Chapter 21

CHAPTER XX.IN THE NICK OF TIME.

CHAPTER XX.

IN THE NICK OF TIME.

Excitement had reached its topmost pitch on the aviation field. It was but a few minutes to starting time for the great contest, and already four young aviators had their winged craft in line before the judge’s stand.

Engines were belching clouds of acrid blue smoke heavily impregnated with oily, smelling fumes. The roar of motors shook the air. Folks in the grandstand and on the crowded lawns excitedly pointed out to one another the different machines, all of which bore large numbers.

Excited officials, red-faced and perspiring, bustled about importantly, while from the top of the judge’s stand a portly man bellowed occasional announcements through a megaphone.

Suddenly he made an announcement that caused a hum of interest.

“Machine number seven—mach-ine num-ber sev-en! Fanning Harding, owner, has withdrawn from the race,” he announced.

A buzz of comment went through the crowd. Jess, Jimsy and Hal Homer, standing in a group by the empty Prescott hangar, exchanged astonished glances as they heard the news. What did that mean?

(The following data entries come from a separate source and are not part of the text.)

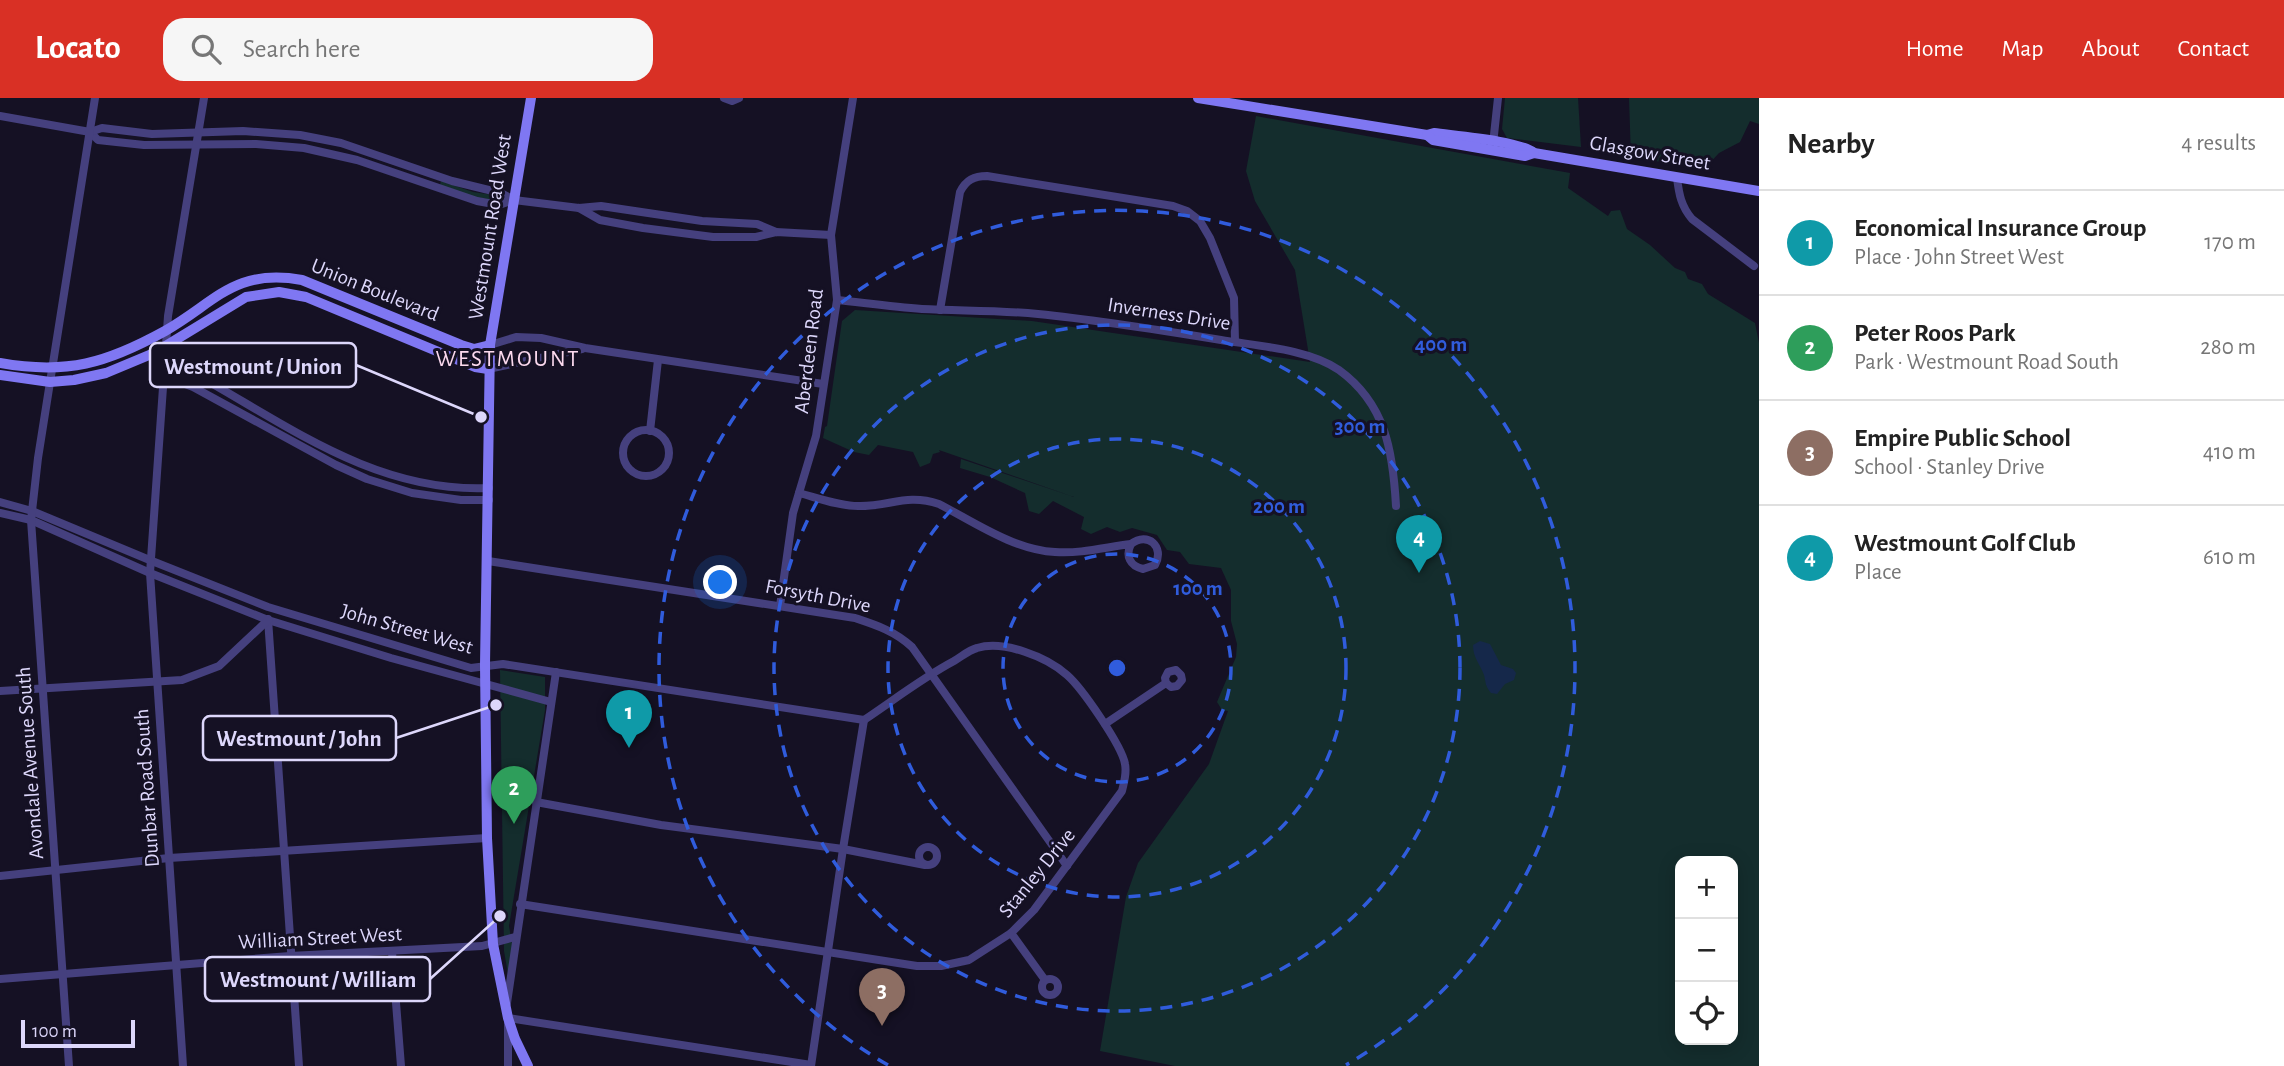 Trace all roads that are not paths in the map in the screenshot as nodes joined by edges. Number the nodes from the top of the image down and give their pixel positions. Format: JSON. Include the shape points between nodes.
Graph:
{"nodes":[{"id":1,"x":95,"y":98,"type":"edge"},
{"id":2,"x":204,"y":98,"type":"edge"},
{"id":3,"x":531,"y":98,"type":"edge"},
{"id":4,"x":724,"y":98,"type":"edge"},
{"id":5,"x":739,"y":98,"type":"edge"},
{"id":6,"x":853,"y":98,"type":"edge"},
{"id":7,"x":1198,"y":98,"type":"edge"},
{"id":8,"x":1498,"y":98,"type":"edge"},
{"id":9,"x":0,"y":117,"type":"edge"},
{"id":10,"x":90,"y":132,"type":"junction"},
{"id":11,"x":198,"y":133,"type":"junction"},
{"id":12,"x":196,"y":145,"type":"junction"},
{"id":13,"x":1493,"y":146,"type":"junction"},
{"id":14,"x":1677,"y":178,"type":"junction"},
{"id":15,"x":1759,"y":191,"type":"edge"},
{"id":16,"x":514,"y":200,"type":"junction"},
{"id":17,"x":579,"y":208,"type":"junction"},
{"id":18,"x":776,"y":232,"type":"junction"},
{"id":19,"x":831,"y":235,"type":"junction"},
{"id":20,"x":1757,"y":266,"type":"edge"},
{"id":21,"x":837,"y":300,"type":"junction"},
{"id":22,"x":940,"y":310,"type":"junction"},
{"id":23,"x":167,"y":330,"type":"junction"},
{"id":24,"x":1234,"y":342,"type":"junction"},
{"id":25,"x":490,"y":345,"type":"junction"},
{"id":26,"x":165,"y":346,"type":"junction"},
{"id":27,"x":585,"y":348,"type":"junction"},
{"id":28,"x":658,"y":360,"type":"junction"},
{"id":29,"x":0,"y":363,"type":"edge"},
{"id":30,"x":165,"y":365,"type":"junction"},
{"id":31,"x":52,"y":369,"type":"junction"},
{"id":32,"x":488,"y":369,"type":"junction"},
{"id":33,"x":0,"y":375,"type":"edge"},
{"id":34,"x":164,"y":379,"type":"junction"},
{"id":35,"x":50,"y":382,"type":"junction"},
{"id":36,"x":823,"y":384,"type":"junction"},
{"id":37,"x":650,"y":430,"type":"junction"},
{"id":38,"x":799,"y":493,"type":"junction"},
{"id":39,"x":489,"y":494,"type":"junction"},
{"id":40,"x":0,"y":502,"type":"edge"},
{"id":41,"x":1396,"y":506,"type":"dead end"},
{"id":42,"x":0,"y":513,"type":"edge"},
{"id":43,"x":32,"y":515,"type":"junction"},
{"id":44,"x":1131,"y":544,"type":"dead end"},
{"id":45,"x":152,"y":561,"type":"junction"},
{"id":46,"x":488,"y":561,"type":"junction"},
{"id":47,"x":150,"y":573,"type":"junction"},
{"id":48,"x":780,"y":606,"type":"junction"},
{"id":49,"x":268,"y":607,"type":"junction"},
{"id":50,"x":268,"y":620,"type":"junction"},
{"id":51,"x":485,"y":665,"type":"junction"},
{"id":52,"x":556,"y":672,"type":"junction"},
{"id":53,"x":931,"y":673,"type":"junction"},
{"id":54,"x":156,"y":682,"type":"junction"},
{"id":55,"x":1166,"y":682,"type":"dead end"},
{"id":56,"x":486,"y":683,"type":"junction"},
{"id":57,"x":42,"y":688,"type":"junction"},
{"id":58,"x":0,"y":691,"type":"edge"},
{"id":59,"x":551,"y":702,"type":"junction"},
{"id":60,"x":864,"y":720,"type":"junction"},
{"id":61,"x":1105,"y":724,"type":"junction"},
{"id":62,"x":536,"y":802,"type":"junction"},
{"id":63,"x":487,"y":838,"type":"junction"},
{"id":64,"x":843,"y":849,"type":"junction"},
{"id":65,"x":284,"y":850,"type":"junction"},
{"id":66,"x":169,"y":858,"type":"junction"},
{"id":67,"x":925,"y":865,"type":"dead end"},
{"id":68,"x":1067,"y":866,"type":"junction"},
{"id":69,"x":55,"y":868,"type":"junction"},
{"id":70,"x":0,"y":876,"type":"edge"},
{"id":71,"x":520,"y":904,"type":"junction"},
{"id":72,"x":1011,"y":933,"type":"junction"},
{"id":73,"x":515,"y":937,"type":"junction"},
{"id":74,"x":493,"y":944,"type":"junction"},
{"id":75,"x":392,"y":952,"type":"junction"},
{"id":76,"x":828,"y":953,"type":"junction"},
{"id":77,"x":290,"y":956,"type":"junction"},
{"id":78,"x":177,"y":965,"type":"junction"},
{"id":79,"x":62,"y":974,"type":"junction"},
{"id":80,"x":0,"y":979,"type":"edge"},
{"id":81,"x":1045,"y":980,"type":"dead end"},
{"id":82,"x":507,"y":1012,"type":"junction"},
{"id":83,"x":811,"y":1065,"type":"edge"},
{"id":84,"x":69,"y":1066,"type":"edge"},
{"id":85,"x":183,"y":1066,"type":"edge"},
{"id":86,"x":299,"y":1066,"type":"edge"},
{"id":87,"x":401,"y":1066,"type":"edge"},
{"id":88,"x":508,"y":1066,"type":"edge"},
{"id":89,"x":527,"y":1066,"type":"edge"}],
"edges":[{"from":1,"to":10,"type":"street","name":"Avondale Avenue South"},
{"from":2,"to":11,"type":"street","name":"Dunbar Road South"},
{"from":3,"to":16,"type":"street","name":"Westmount Road West"},
{"from":4,"to":5,"type":"street"},
{"from":6,"to":19,"type":"street","name":"Aberdeen Road"},
{"from":7,"to":13,"type":"street","name":"Glasgow Street"},
{"from":8,"to":13,"type":"street"},
{"from":9,"to":10,"type":"street"},
{"from":10,"to":11,"type":"street","via":[[102,128]]},
{"from":10,"to":12,"type":"street","via":[[98,140]]},
{"from":10,"to":31,"type":"street","name":"Avondale Avenue South"},
{"from":11,"to":12,"type":"street","name":"Dunbar Road South"},
{"from":11,"to":16,"type":"street","via":[[243,131],[321,138]]},
{"from":12,"to":16,"type":"street","via":[[304,148],[357,160],[477,201],[499,205]]},
{"from":12,"to":23,"type":"street","name":"Dunbar Road South"},
{"from":13,"to":14,"type":"street","name":"Glasgow Street","via":[[1525,156],[1534,153]]},
{"from":14,"to":15,"type":"street","name":"Glasgow Street"},
{"from":14,"to":20,"type":"street","via":[[1680,198],[1692,219]]},
{"from":16,"to":17,"type":"street"},
{"from":16,"to":25,"type":"street","name":"Westmount Road West"},
{"from":17,"to":18,"type":"street","via":[[601,206],[757,224]]},
{"from":17,"to":18,"type":"street","via":[[600,220],[655,230],[713,237]]},
{"from":18,"to":19,"type":"street"},
{"from":19,"to":21,"type":"street","name":"Aberdeen Road"},
{"from":21,"to":22,"type":"street","name":"Inverness Drive"},
{"from":21,"to":36,"type":"street","name":"Aberdeen Road"},
{"from":22,"to":24,"type":"street","name":"Inverness Drive","via":[[1034,313]]},
{"from":22,"to":24,"type":"street","via":[[960,192],[968,180],[988,176],[1187,211],[1210,238],[1234,298]]},
{"from":23,"to":25,"type":"street","name":"Union Boulevard","via":[[224,290],[258,279],[287,277],[461,345],[474,349]]},
{"from":23,"to":26,"type":"street","name":"Dunbar Road South"},
{"from":23,"to":31,"type":"street","name":"Union Boulevard","via":[[108,358]]},
{"from":24,"to":41,"type":"street","name":"Inverness Drive","via":[[1304,355],[1340,371],[1353,383],[1385,429]]},
{"from":25,"to":27,"type":"street","name":"Union Boulevard","via":[[516,337]]},
{"from":25,"to":32,"type":"street","name":"Westmount Road West"},
{"from":26,"to":30,"type":"street","name":"Dunbar Road South"},
{"from":26,"to":32,"type":"street","name":"Union Boulevard","via":[[234,302],[279,292],[306,298]]},
{"from":26,"to":35,"type":"street","name":"Union Boulevard","via":[[106,373]]},
{"from":27,"to":28,"type":"street","name":"Union Boulevard"},
{"from":27,"to":32,"type":"street","name":"Union Boulevard"},
{"from":28,"to":36,"type":"street","name":"Union Boulevard"},
{"from":28,"to":37,"type":"street"},
{"from":29,"to":31,"type":"street","name":"Union Boulevard"},
{"from":30,"to":34,"type":"street","name":"Dunbar Road South"},
{"from":30,"to":39,"type":"street","via":[[197,375],[372,470]]},
{"from":31,"to":35,"type":"street","name":"Avondale Avenue South"},
{"from":32,"to":39,"type":"street","name":"Westmount Road West"},
{"from":33,"to":35,"type":"street","name":"Union Boulevard"},
{"from":34,"to":39,"type":"street","via":[[193,387],[367,479],[412,493],[461,499]]},
{"from":34,"to":45,"type":"street","name":"Dunbar Road South"},
{"from":35,"to":43,"type":"street","name":"Avondale Avenue South"},
{"from":36,"to":38,"type":"street","name":"Aberdeen Road","via":[[816,436]]},
{"from":37,"to":37,"type":"street","via":[[636,432],[623,448],[625,464],[639,476],[656,474],[668,460],[667,444]]},
{"from":38,"to":44,"type":"street","via":[[858,506],[928,500],[1012,541],[1053,552]]},
{"from":38,"to":48,"type":"street","name":"Aberdeen Road"},
{"from":39,"to":46,"type":"street","name":"Westmount Road West"},
{"from":40,"to":43,"type":"street","name":"John Street West"},
{"from":42,"to":43,"type":"street","name":"John Street West"},
{"from":43,"to":45,"type":"street","name":"John Street West"},
{"from":43,"to":47,"type":"street","name":"John Street West"},
{"from":43,"to":57,"type":"street","name":"Avondale Avenue South"},
{"from":45,"to":47,"type":"street","name":"Dunbar Road South"},
{"from":45,"to":49,"type":"street","name":"John Street West"},
{"from":46,"to":48,"type":"street","name":"Forsyth Drive"},
{"from":46,"to":51,"type":"street","name":"Westmount Road West"},
{"from":47,"to":50,"type":"street","name":"John Street West"},
{"from":47,"to":54,"type":"street","name":"Dunbar Road South"},
{"from":48,"to":53,"type":"street","name":"Forsyth Drive","via":[[855,618],[885,628],[902,638]]},
{"from":49,"to":50,"type":"street"},
{"from":49,"to":51,"type":"street","name":"John Street West","via":[[471,668]]},
{"from":50,"to":54,"type":"street","via":[[219,666],[182,680]]},
{"from":50,"to":56,"type":"street","name":"John Street West"},
{"from":50,"to":65,"type":"street"},
{"from":51,"to":52,"type":"street","name":"John Street West"},
{"from":51,"to":56,"type":"street","name":"Westmount Road West"},
{"from":52,"to":59,"type":"street"},
{"from":52,"to":60,"type":"street","name":"John Street West"},
{"from":53,"to":60,"type":"street","name":"Stanley Drive"},
{"from":53,"to":61,"type":"street","name":"Stanley Drive","via":[[977,648],[1001,646],[1033,654],[1067,675]]},
{"from":53,"to":68,"type":"street","name":"Forsyth Drive"},
{"from":54,"to":57,"type":"street"},
{"from":54,"to":66,"type":"street","name":"Dunbar Road South"},
{"from":55,"to":61,"type":"street"},
{"from":56,"to":59,"type":"street","name":"John Street West"},
{"from":56,"to":63,"type":"street","name":"Westmount Road West"},
{"from":57,"to":58,"type":"street"},
{"from":57,"to":69,"type":"street","name":"Avondale Avenue South"},
{"from":59,"to":62,"type":"street"},
{"from":60,"to":64,"type":"street"},
{"from":61,"to":68,"type":"street","name":"Stanley Drive","via":[[1125,763],[1122,791]]},
{"from":62,"to":64,"type":"street","via":[[661,825]]},
{"from":62,"to":71,"type":"street"},
{"from":63,"to":65,"type":"street"},
{"from":63,"to":74,"type":"street","name":"Westmount Road West"},
{"from":64,"to":67,"type":"street"},
{"from":64,"to":76,"type":"street"},
{"from":65,"to":66,"type":"street"},
{"from":65,"to":77,"type":"street"},
{"from":66,"to":69,"type":"street"},
{"from":66,"to":78,"type":"street","name":"Dunbar Road South"},
{"from":68,"to":72,"type":"street","name":"Stanley Drive"},
{"from":69,"to":70,"type":"street"},
{"from":69,"to":79,"type":"street","name":"Avondale Avenue South"},
{"from":71,"to":73,"type":"street"},
{"from":71,"to":76,"type":"street","name":"Stanley Drive"},
{"from":72,"to":76,"type":"street","name":"Stanley Drive","via":[[970,960],[941,966]]},
{"from":72,"to":81,"type":"street"},
{"from":73,"to":74,"type":"street","name":"William Street West"},
{"from":73,"to":82,"type":"street"},
{"from":74,"to":75,"type":"street","name":"William Street West"},
{"from":74,"to":82,"type":"street","name":"Westmount Road West"},
{"from":75,"to":77,"type":"street","name":"William Street West"},
{"from":75,"to":87,"type":"street"},
{"from":76,"to":83,"type":"street"},
{"from":77,"to":78,"type":"street","name":"William Street West"},
{"from":77,"to":86,"type":"street"},
{"from":78,"to":79,"type":"street","name":"William Street West"},
{"from":78,"to":85,"type":"street","name":"Dunbar Road South"},
{"from":79,"to":80,"type":"street","name":"William Street West"},
{"from":79,"to":84,"type":"street","name":"Avondale Avenue South"},
{"from":82,"to":83,"type":"street"},
{"from":82,"to":88,"type":"street"},
{"from":82,"to":89,"type":"street","name":"Westmount Road West"}]}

Fanning had been swaggering about, boasting of his wonderful aeroplane, and now it appeared at the eleventh hour he had decided not to enter it.

“Must have had an accident,” opined Jimsy.

“Maybe he gave it one of those pleasant looks of his,” suggested Jess.

“Wherever can Peggy be,” exclaimed the girl the next minute; “she’s been gone for more than an hour. I do hope nothing has happened to her.”

“Not likely,” rejoined Jimsy, although helooked a little troubled over the non-appearance of the Golden Butterfly.

“The police said they had a dragnet out in every part of the vicinity,” volunteered Hal Homer, who had returned only a few minutes before from the station house.

Bang!

A bomb had been shot skyward and now exploded in a cloud of yellow smoke.

“Three minutes to starting time,” cried Hal Homer anxiously; “where can Miss Prescott be?”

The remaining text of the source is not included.